Nebia – Monolithe
Autoproduction
2017
Nebia – Monolithe
Les membres de Nebia se définissent eux-mêmes comme un power jazz trio teinté de rock progressif et de free-jazz. Et à lire la brochette impressionnante d’influences qu’ils revendiquent, parmi lesquelles on peut citer Guillaume Perret & The Electric Epic, Tigran Hamasyan, Medeski Martin & Wood, Zu, Steven Wilson, Happy Apple, King Crimson, Pink Floyd, Émile Parisien et Esbjörn Svensson Trio, on pourrait se méprendre et croire que Nebia n’est qu’une formation bien jeune se cherchant encore une personnalité. Certes, ce trio rennais ne date que de 2014, mais de la personnalité, il en a à revendre. Sûrement est-ce d’abord dû à sa configuration intégrant Alexandre Armand au saxophone baryton, Joris Prigent aux claviers et Julien Massé à la batterie. Pas de guitare ni de basse, donc. Cela oblige le sax et le Fender Rhodes à occuper le terrain différemment, l’un avec l’autre ou l’un contre l’autre, match arbitré par les fûts qui tentent eux-mêmes parfois de se tailler la part du lion. Ce qui confère un son atypique à ce trio, qui opère de plages presque trop calmes à des paroxysmes dantesques tout en s’offrant des entre-deux tour à tour franchement jazzy ou bizarrement étranges.
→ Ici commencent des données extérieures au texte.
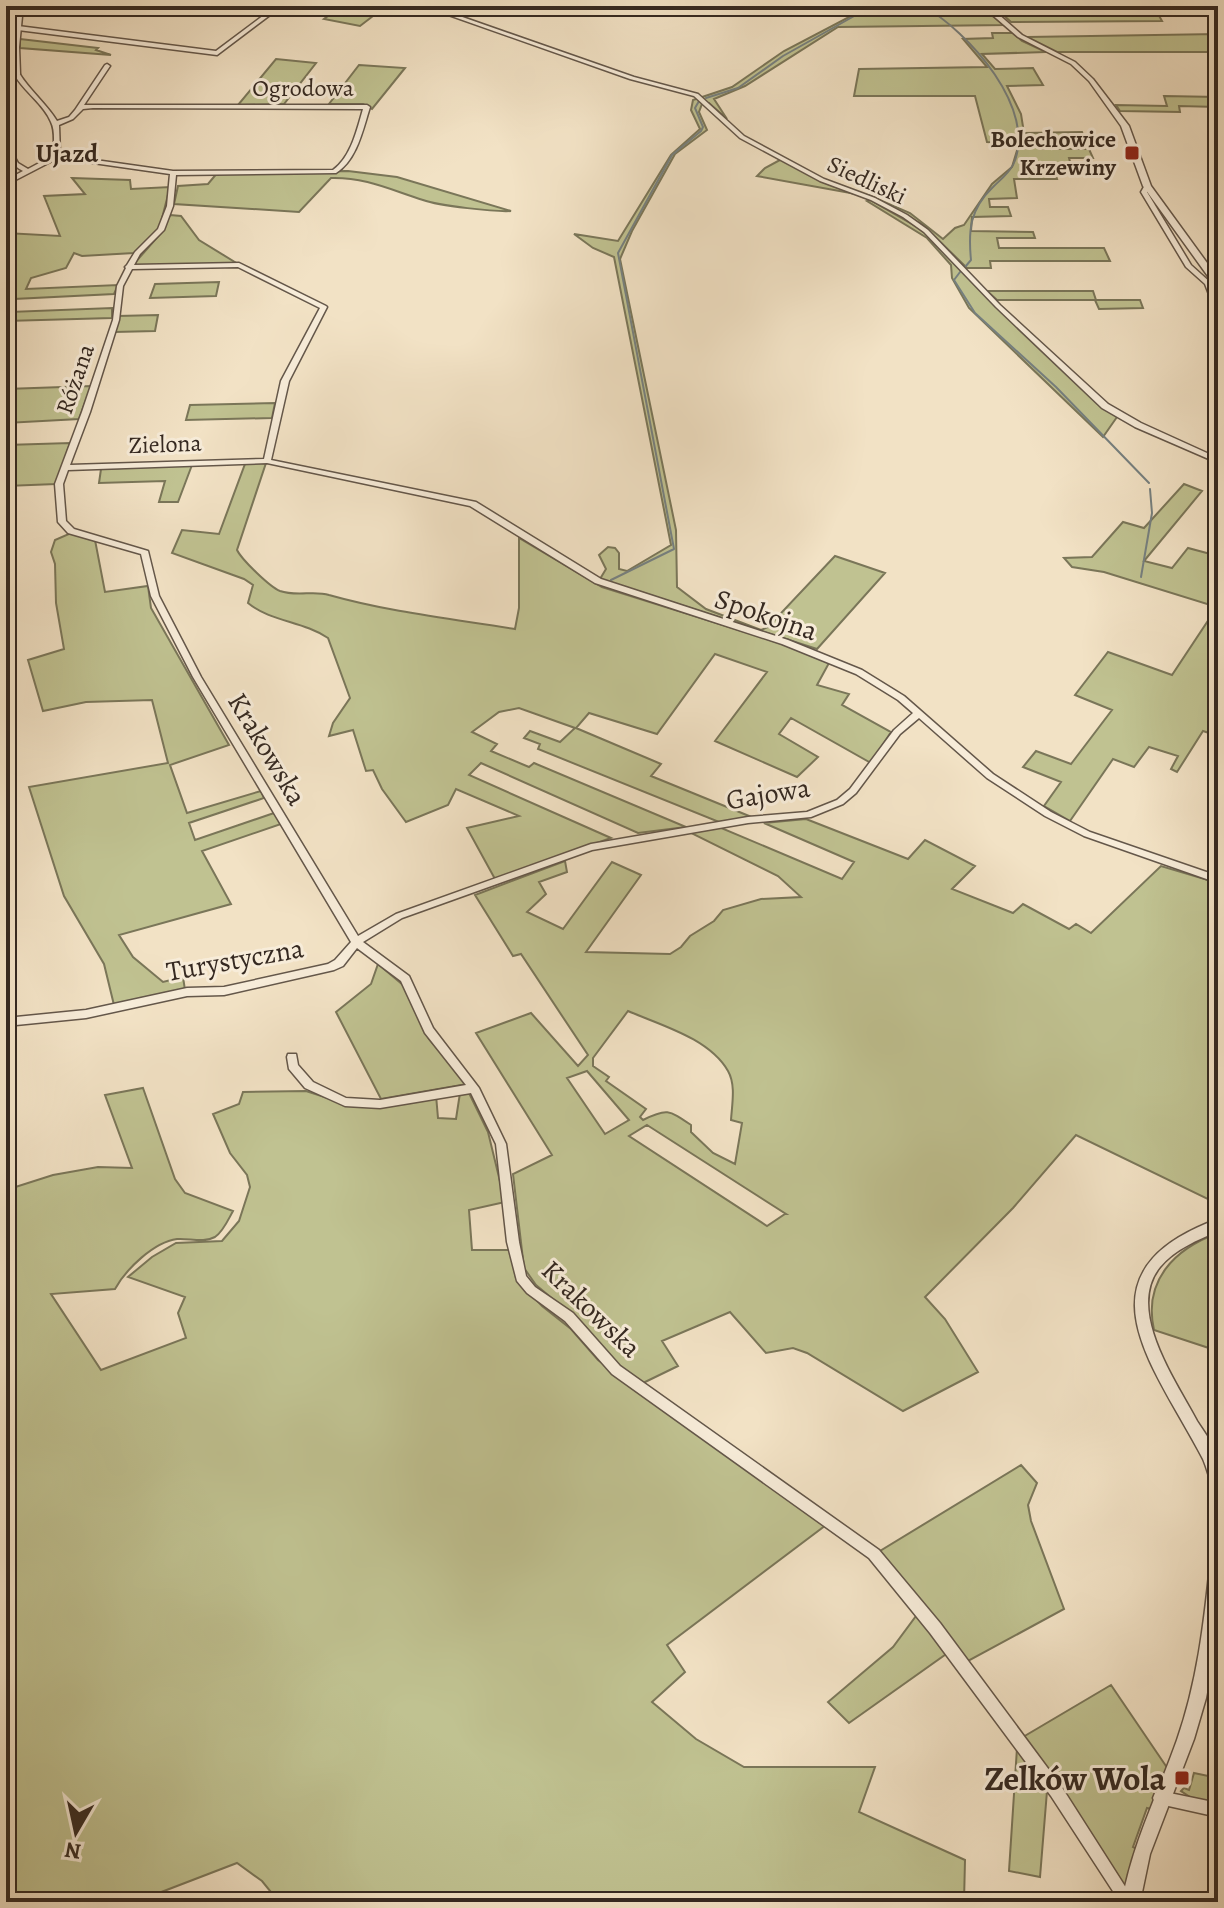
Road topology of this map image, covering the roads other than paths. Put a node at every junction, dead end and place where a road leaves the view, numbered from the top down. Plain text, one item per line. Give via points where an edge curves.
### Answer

Oui, difficile en vérité de situer Nebia. D’autant que la formation lorgne aussi, comme nous le disions plus haut, vers le rock progressif et le free-jazz. Dès lors, on ne sait plus trop à quel style attribuer les longues errances de Joris sur ses claviers ou les méandres souvent rugueux du sax d’Alexandre. La batterie de Julien se perd aussi de temps à autre dans les eaux incertaines de rythmes encore inexplorés et quelques fois sauvages. Non, Nebia n’est pas un trio tout gentil tout doux. Il sait même se montrer tribal, inquiétant ou déjanté. Mais si on reste calme et attentif au milieu du torrent, le trio s’avère constamment passionnant, maître de ses dérives, carré malgré ses folies, cherchant juste ses voies dans des sentiers rebelles et repoussant sans cesse ses propres limites pour mieux les ignorer. Des jeux de mots idiots me viennent à l’esprit. Le sax barrit mais le Fender rôde. Ce n’est pas si stupide au final. Car entre les deux, on ne sait souvent plus qui est le chasseur ou le chassé aux instants où la batterie rit. C’est aussi bien ainsi, force doit rester à ce genre d’énigmes.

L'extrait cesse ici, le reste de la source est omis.